We became closer friends over time and forged a bond over activities such as twerking to Project Pat in Georgetown without worries or concerns about the white gaze. We have since matured in our thirties. We now do classier activities, such as seeing the stage play version of Set It Off, the the 1996 cult-classic film directed by F. Gary Gray that starred Queen Latifah, Jada Pinkett, Vivica A. Fox, and Kimberly Elise. I’ve never seen something so terrible yet delightfully entertaining. I’m sure that we smoked weed and had the highfalutin version of the chicken wings with mumbo sauce we ordered at the Hamilton in Washington, D.C., before the show. (Yes, this constitutes a ringing endorsement.)

  Sarah has always been supportive of me and all of my ambitious plans. Even back in college, she consistently told me that I was going to enjoy great success in life. I came to learn that she didn’t mean that in everything.

  Sarah: Michael. Please. If any other profession was for you it would be video ho.

  Me: I am flattered that you hold me in as high regard as Esther Baxter in the “Freek-A-Leek” video.

  Sarah: Yep! You wouldn’t be a random Omarion video girl.

  Assuaging my ego by leaning into praise of my aesthetic and limberness is a shrewd way of delivering a harsh truth in sweet-ish tones, but the hurt lingers on. When two people bond over catfish and DJ Paul productions, that bond is sacred. So sacred that I should be believed to have the ability to spit hot fire rather than merely move my ass like it’s inflamed.

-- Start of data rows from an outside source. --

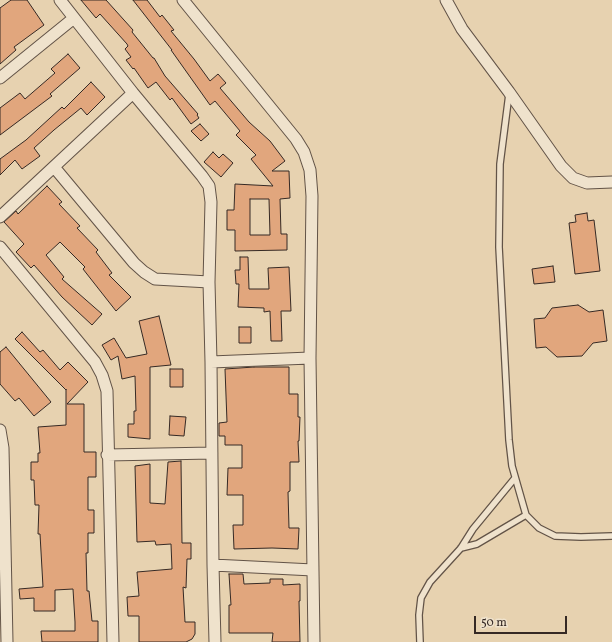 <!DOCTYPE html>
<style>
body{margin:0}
#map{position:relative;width:612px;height:642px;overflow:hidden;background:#e7d2b0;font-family:Vollkorn,serif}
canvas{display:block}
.scale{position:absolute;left:474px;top:616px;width:93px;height:18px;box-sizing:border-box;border:2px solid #352924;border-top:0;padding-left:5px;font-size:12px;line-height:14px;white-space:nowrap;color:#352924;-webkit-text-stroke:3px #efe2cc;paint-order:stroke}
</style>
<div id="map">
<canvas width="612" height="642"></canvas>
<div class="scale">50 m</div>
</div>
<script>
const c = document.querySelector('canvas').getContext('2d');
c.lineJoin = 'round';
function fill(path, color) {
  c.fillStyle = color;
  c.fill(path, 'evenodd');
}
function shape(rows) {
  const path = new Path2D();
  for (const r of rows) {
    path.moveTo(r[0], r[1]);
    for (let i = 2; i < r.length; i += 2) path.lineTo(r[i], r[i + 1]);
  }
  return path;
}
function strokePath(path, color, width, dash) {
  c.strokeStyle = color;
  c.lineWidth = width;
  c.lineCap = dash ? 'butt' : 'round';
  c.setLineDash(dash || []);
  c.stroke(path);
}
const building = shape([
 [11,0,27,0,44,25,14,47,16,50,0,64,0,8,11,0],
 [81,0,106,0,133,30,132,32,153,58,154,58,165,76,198,114,197,115,199,118,191,124,172,98,170,100,156,82,148,88,134,68,133,69,126,60,131,57,125,49,128,46,127,44,100,14,96,18,81,0],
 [133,0,147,0,160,17,162,15,174,30,171,31,194,59,210,81,218,74,226,83,220,88,249,122,270,141,285,161,272,171,289,171,290,198,280,199,281,234,287,234,287,250,235,251,235,230,227,230,227,210,234,210,235,184,273,186,251,159,256,155,236,135,240,131,215,101,210,105,171,50,172,50,133,0],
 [250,199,269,199,270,235,250,235,250,199],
 [68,54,80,68,50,94,52,96,0,135,0,108,20,93,25,99,55,73,51,69,68,54],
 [91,82,105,97,87,115,81,108,54,130,34,148,40,156,22,169,15,160,0,175,0,159,26,140,62,107,64,109,91,82],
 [200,124,209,134,201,141,191,131,200,124],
 [213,152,219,158,223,154,233,163,221,177,204,162,213,152],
 [47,186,62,202,59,204,80,226,77,228,98,250,96,252,112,273,109,275,131,297,116,311,83,269,85,267,60,242,46,255,64,277,62,279,102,314,92,325,62,297,34,265,31,268,16,252,24,244,4,222,16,211,18,214,47,186],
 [587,213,588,221,594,220,600,271,575,274,569,223,576,222,575,215,587,213],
 [240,257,248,257,249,289,269,289,268,268,289,267,291,311,281,311,282,341,271,341,270,311,264,312,264,308,238,307,239,284,236,284,235,270,240,270,240,257],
 [553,266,555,282,534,284,532,269,553,266],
 [578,305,589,312,603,310,607,341,593,343,582,356,557,357,546,347,536,348,534,319,545,318,552,308,578,305],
 [159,316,171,365,150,367,150,439,128,437,128,424,134,424,134,411,136,411,135,376,122,379,118,356,111,360,102,345,114,338,126,358,147,354,139,321,159,316],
 [239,327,251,327,251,343,239,343,239,327],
 [22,332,40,352,43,350,60,370,68,362,88,382,67,404,84,404,84,452,96,452,96,477,88,477,88,510,94,510,94,533,88,533,88,553,86,553,87,591,89,591,92,621,98,621,98,642,42,642,41,631,75,631,75,622,73,589,55,590,55,611,34,611,34,598,20,599,19,589,43,587,40,534,38,534,39,505,35,505,34,480,31,480,31,462,38,462,38,453,40,453,38,427,66,425,66,389,66,390,15,339,22,332],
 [6,347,51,402,34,416,19,398,15,401,0,384,0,352,6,347],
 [254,367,289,367,289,394,298,394,298,417,300,417,299,441,298,441,299,462,290,462,290,491,288,492,289,528,299,528,298,549,272,548,234,549,233,525,243,525,243,495,227,495,228,468,242,468,242,445,225,445,225,436,219,436,219,423,227,422,225,369,254,367],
 [170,369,183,369,183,387,170,387,170,369],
 [170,416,186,417,184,436,169,435,170,416],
 [181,461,182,543,191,543,191,559,187,559,186,588,183,587,185,622,195,622,195,634,192,639,186,642,139,642,139,616,128,616,127,597,139,596,137,572,172,569,171,544,156,545,155,541,137,542,135,466,150,464,150,503,165,504,168,462,181,461],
 [229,574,243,574,244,584,270,583,270,579,283,579,283,585,300,584,300,601,299,601,300,642,272,642,273,633,229,633,229,605,231,605,229,574]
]);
const lane = shape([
 [509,94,500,164,499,247,509,440,512,466,526,515,539,528,555,536,581,537,612,536],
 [461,548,477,544,526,515],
 [420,642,419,615,421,598,430,582,461,548,473,529,515,478]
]);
const street = shape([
 [60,0,133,93,202,176,209,186,211,202,209,282,211,362,213,565,215,642],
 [183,0,296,139,304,152,310,170,312,196,310,358,314,642],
 [446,0,462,29,509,92,561,166,573,178,587,183,612,182],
 [0,78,74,18],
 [54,167,134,263,144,272,155,279,209,282],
 [0,217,133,93],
 [0,247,95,362,102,375,107,391,113,642],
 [211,362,310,358],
 [0,430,3,448,7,642],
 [107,455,212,453],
 [213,565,313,570]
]);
fill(building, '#e1a67d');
strokePath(building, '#352924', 1);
strokePath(lane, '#625347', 8);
strokePath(street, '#625347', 13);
strokePath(lane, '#efe2cc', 5.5);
strokePath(street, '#efe2cc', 11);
</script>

  I don’t understand why my folks don’t want better for me. It’s not as if I have to be musically talented to be successful in the music industry. Consider that both as a compliment to technology and an indictment of the lack of funding of art programs in public schools. (VH1 tried to warn y’all with Save the Music.) There are so many different routes for me to take with rap.